When I left the United States and moved to Peru, my kindergarten teacher asked me to explain “American Halloween,” seeing as I was the only student in my class who had lived in the States. I tried my best to describe trick-or-treating, costumes, pumpkin carving and candy corn.

My classmates proceeded to only talk about “U.S. Halloween,” and my teacher tried her hardest to have a “U.S.” celebration. She didn’t find a pumpkin, but she was able to bring candy corn from overseas and create a sort of ‘trick-or-treat’ path for us around the school, as we trekked in our costumes, kicking up sand as we went.

All my other Halloween memories are in Brazil, where the holiday is barely celebrated.

We don’t really have pumpkins — they are hard to find and somewhat expensive — and candy corn is nothing but another U.S. candy left to the imagination.

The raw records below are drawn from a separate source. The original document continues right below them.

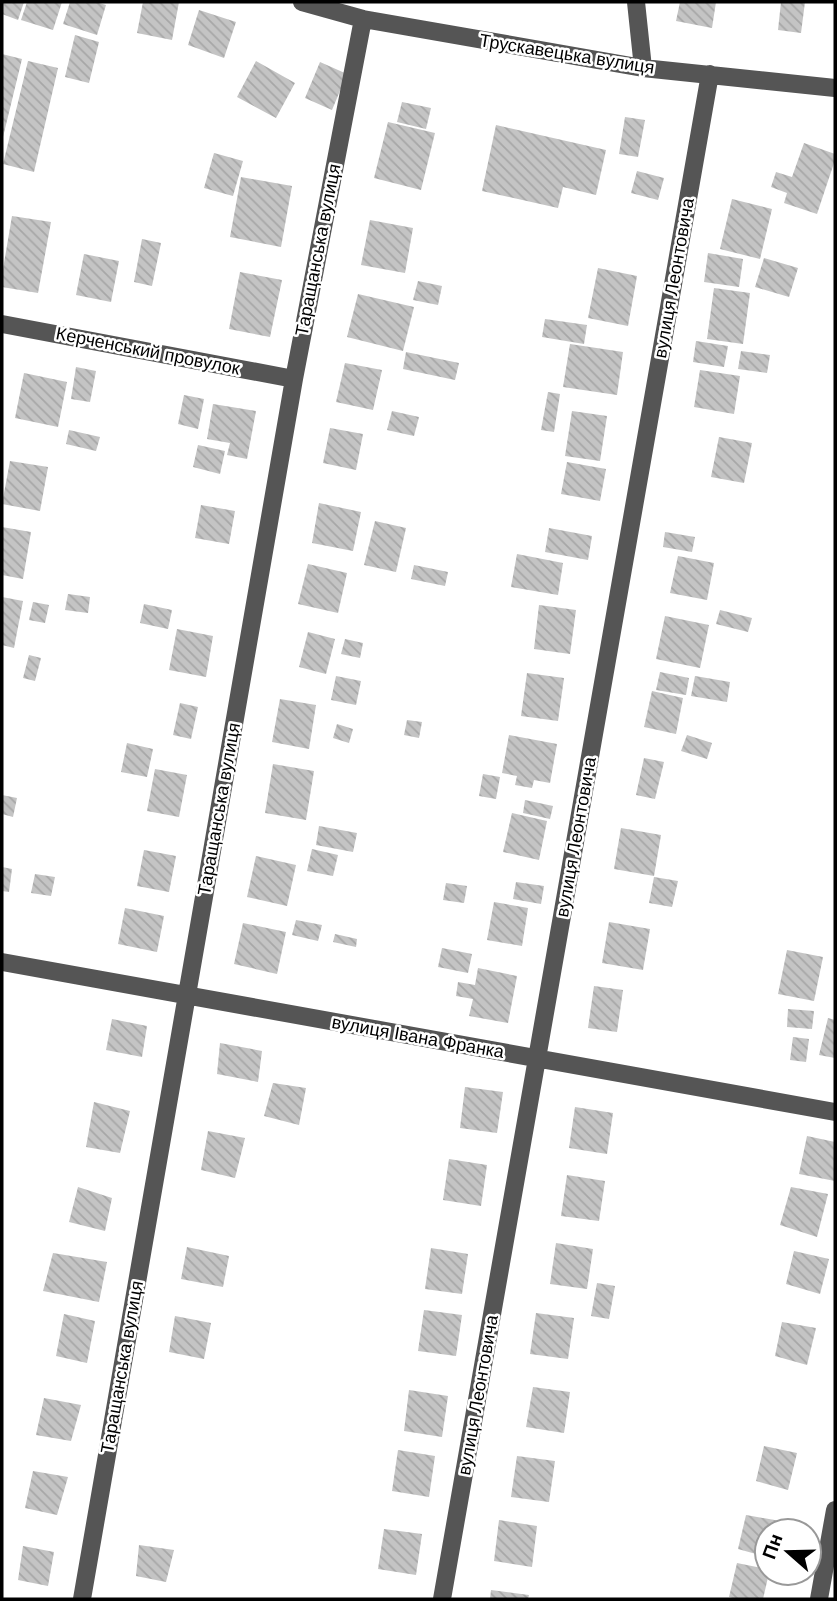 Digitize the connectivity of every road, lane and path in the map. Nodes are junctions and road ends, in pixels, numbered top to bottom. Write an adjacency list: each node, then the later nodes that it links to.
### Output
1 (302, 2): 3 (street, Трускавецька вулиця)
2 (636, 2): 4 (street)
3 (363, 19): 4 (street, Трускавецька вулиця); 8 (street, Таращанська вулиця)
4 (643, 68): 5 (street, Трускавецька вулиця)
5 (710, 74): 6 (street, Трускавецька вулиця); 11 (street, вулиця Леонтовича)
6 (835, 88)
7 (2, 324): 8 (street, Керченський провулок)
8 (294, 379): 10 (street, Таращанська вулиця)
9 (2, 962): 10 (street, вулиця Івана Франка)
10 (187, 995): 11 (street, вулиця Івана Франка); 14 (street, Таращанська вулиця)
11 (537, 1058): 12 (street, вулиця Івана Франка); 15 (street, вулиця Леонтовича)
12 (835, 1112)
13 (835, 1510): 16 (street)
14 (82, 1599)
15 (442, 1599)
16 (819, 1599) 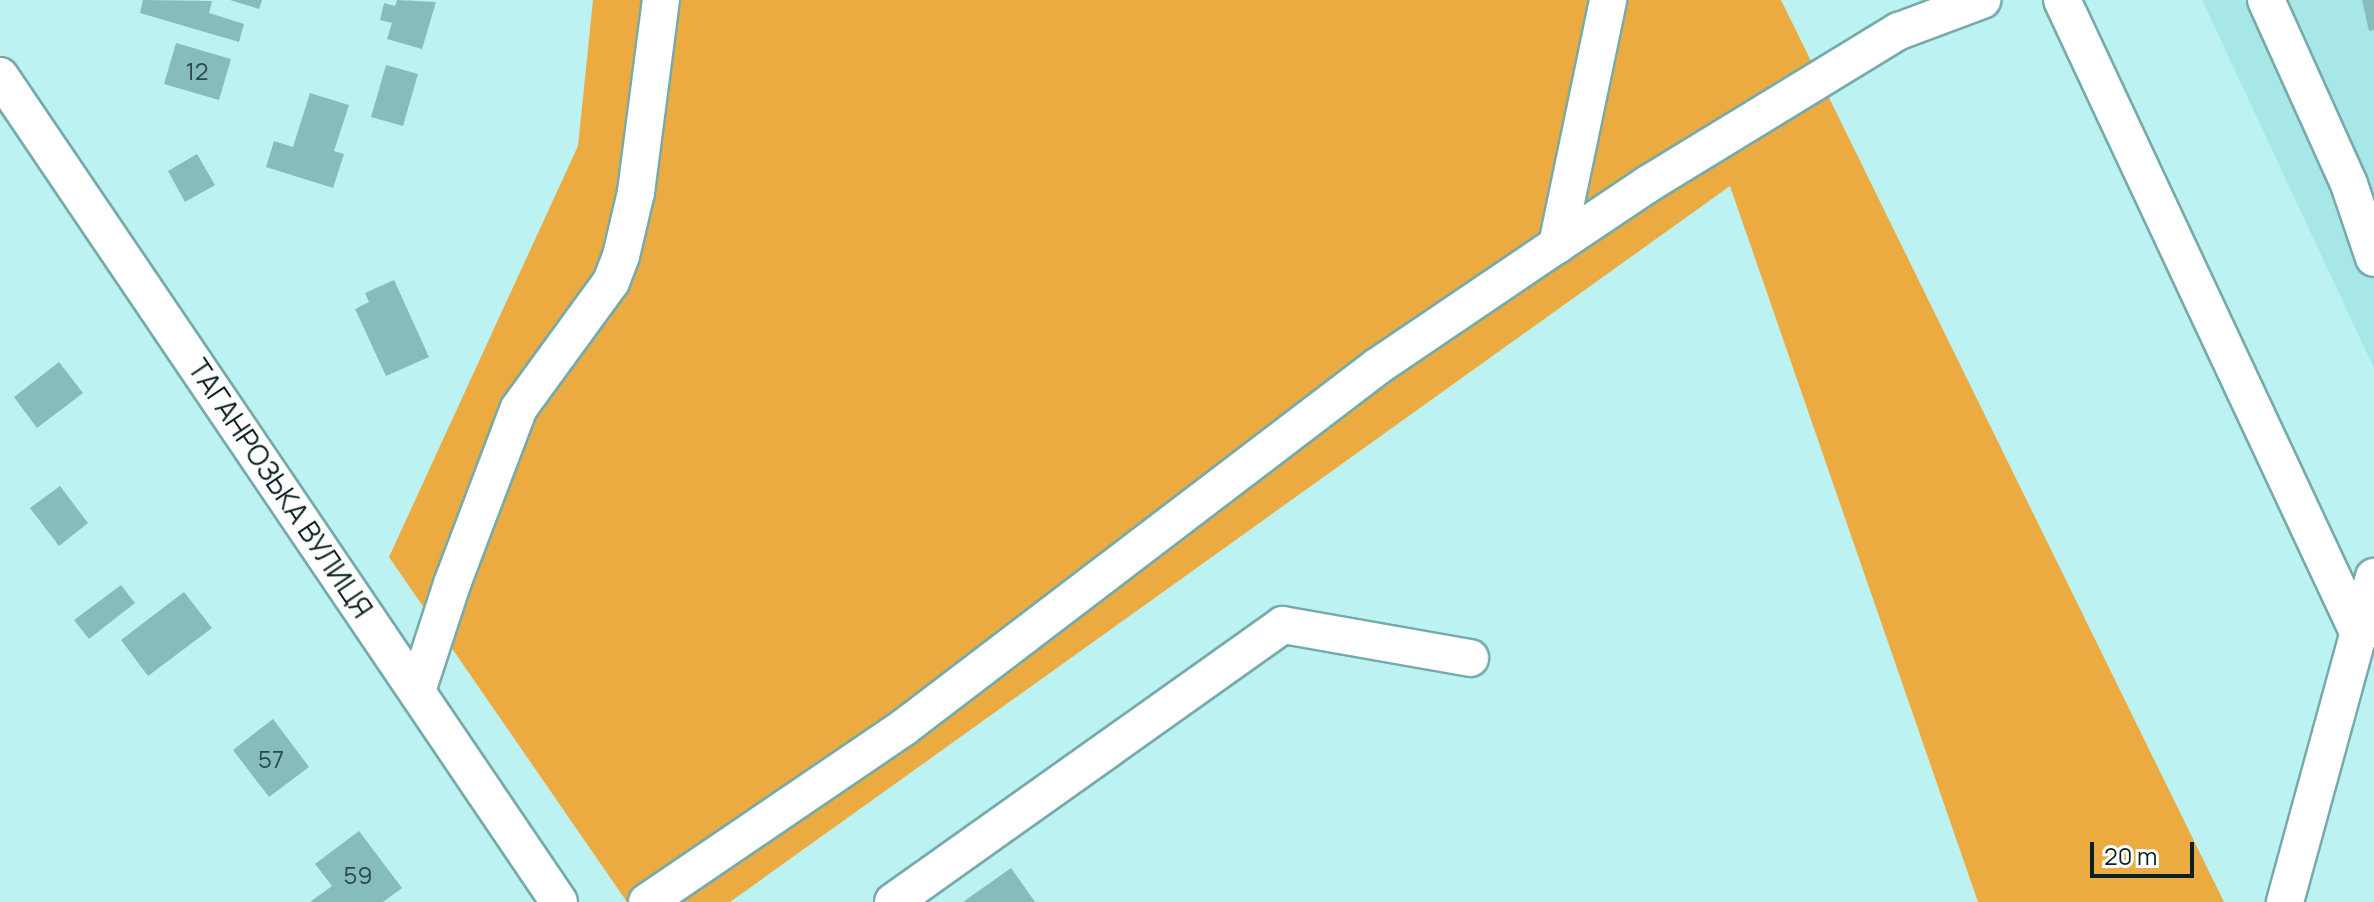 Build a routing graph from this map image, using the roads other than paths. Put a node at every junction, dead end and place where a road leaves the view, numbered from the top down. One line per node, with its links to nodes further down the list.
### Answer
1 (661, 0): 13 (street)
2 (1608, 0): 8 (street)
3 (1982, 0): 8 (street)
4 (2062, 0): 11 (street)
5 (2266, 0): 7 (street)
6 (0, 76): 13 (street, ТАГАНРОЗЬКА ВУЛИЦЯ)
7 (2362, 181): 9 (street)
8 (1557, 245): 15 (street)
9 (2374, 258)
10 (2374, 577): 11 (street)
11 (2366, 630): 17 (street)
12 (1470, 658): 16 (street)
13 (418, 688): 14 (street, ТАГАНРОЗЬКА ВУЛИЦЯ)
14 (559, 902)
15 (647, 902)
16 (893, 902)
17 (2285, 902)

Kids tend to dress up, but being in a city makes it hard to go trick-or-treating around your block, so they’ll circulate the building they live in. There are almost no decorations, and as summer approaches, the weather is warm and rainy.

This is why “American” Halloween was on the top of my “Why Going to College in the United States Rocks” list.

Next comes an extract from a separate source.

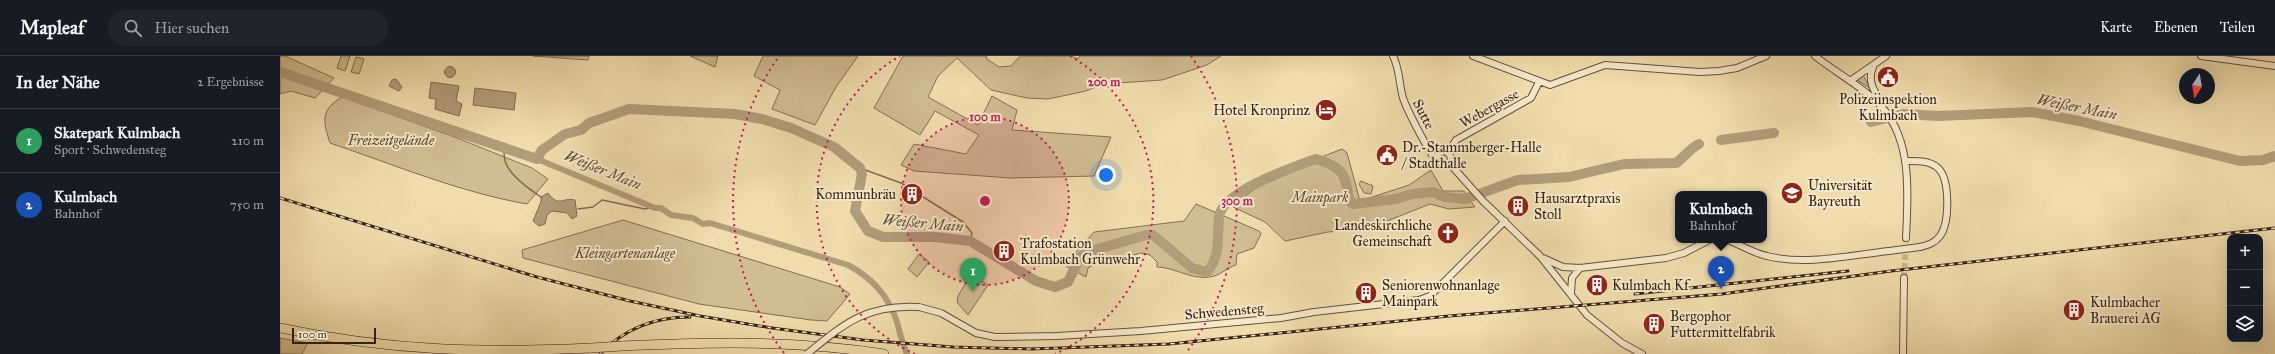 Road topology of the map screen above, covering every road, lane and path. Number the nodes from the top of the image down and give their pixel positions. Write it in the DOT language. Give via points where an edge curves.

I remember my softball coach telling me towards the end of senior year, “You’re going to love Halloween in college,” and I have.

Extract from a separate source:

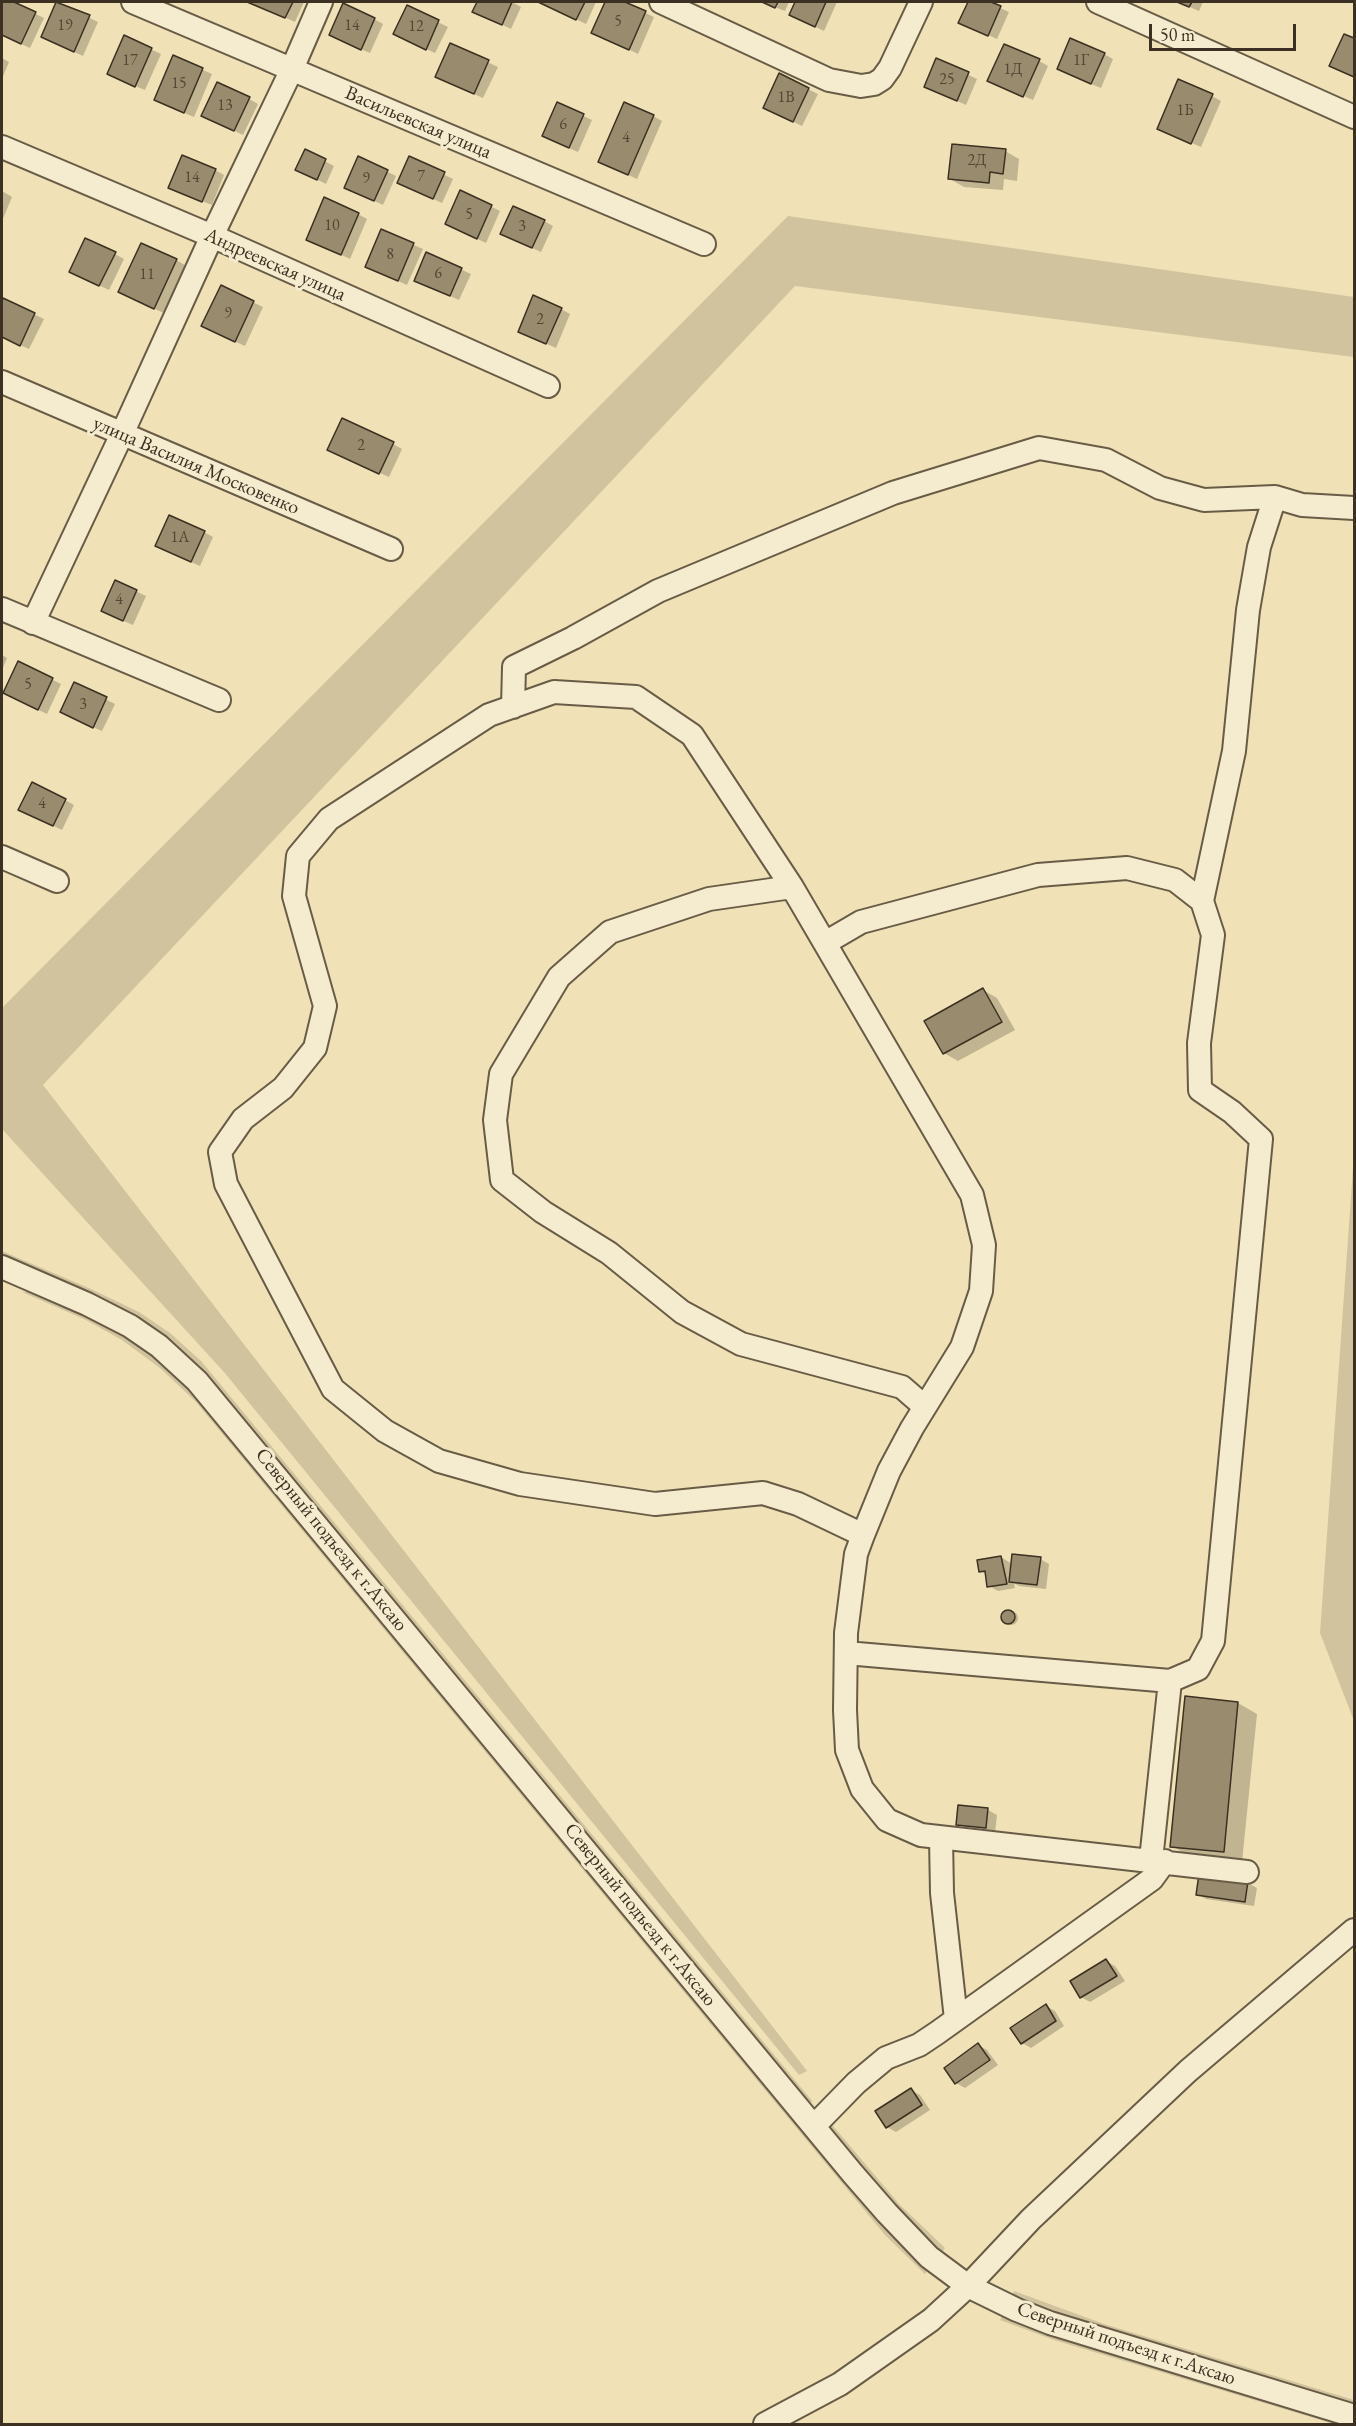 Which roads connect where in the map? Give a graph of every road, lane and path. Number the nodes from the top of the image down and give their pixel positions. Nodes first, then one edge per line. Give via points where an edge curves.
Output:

I was able to play in the fall leaves, I baked graveyard brownies, ate pumpkin seeds, got sick off candy corn, bought a costume, decorated my room and carved my first pumpkin in years.

Naturally, I put the photos of the historic moment up on Facebook and received the following comment from a friend of mine who goes to school in Holland: “So jealous, the Dutch don’t commemorate Halloween!”

It was then that I became curious about other types of Halloween around the world, and not just the Western, Americanized version I grew up idealizing and loving.

In Latin America and Spain, “Dia de los Muertos,” known here as All Soul’s Day, is a three-day celebration from Oct. 31 to Nov. 2 that celebrates and honors the dead, who are believed to return to their homes on Halloween. Families will construct altars in their homes for the dead, and decorate them with food, flowers, candy, photos and candles.

China and Japan do not celebrate traditional Western Halloween, but they do hold festivals that are similar in themes and ideas.

The Chinese celebrate Teng Chieh, a lights festival where lanterns in the shapes of animals are hung on streets and households, to protect people from evil spirits. Like in Latin American, the dead are celebrated, honored and given food and water.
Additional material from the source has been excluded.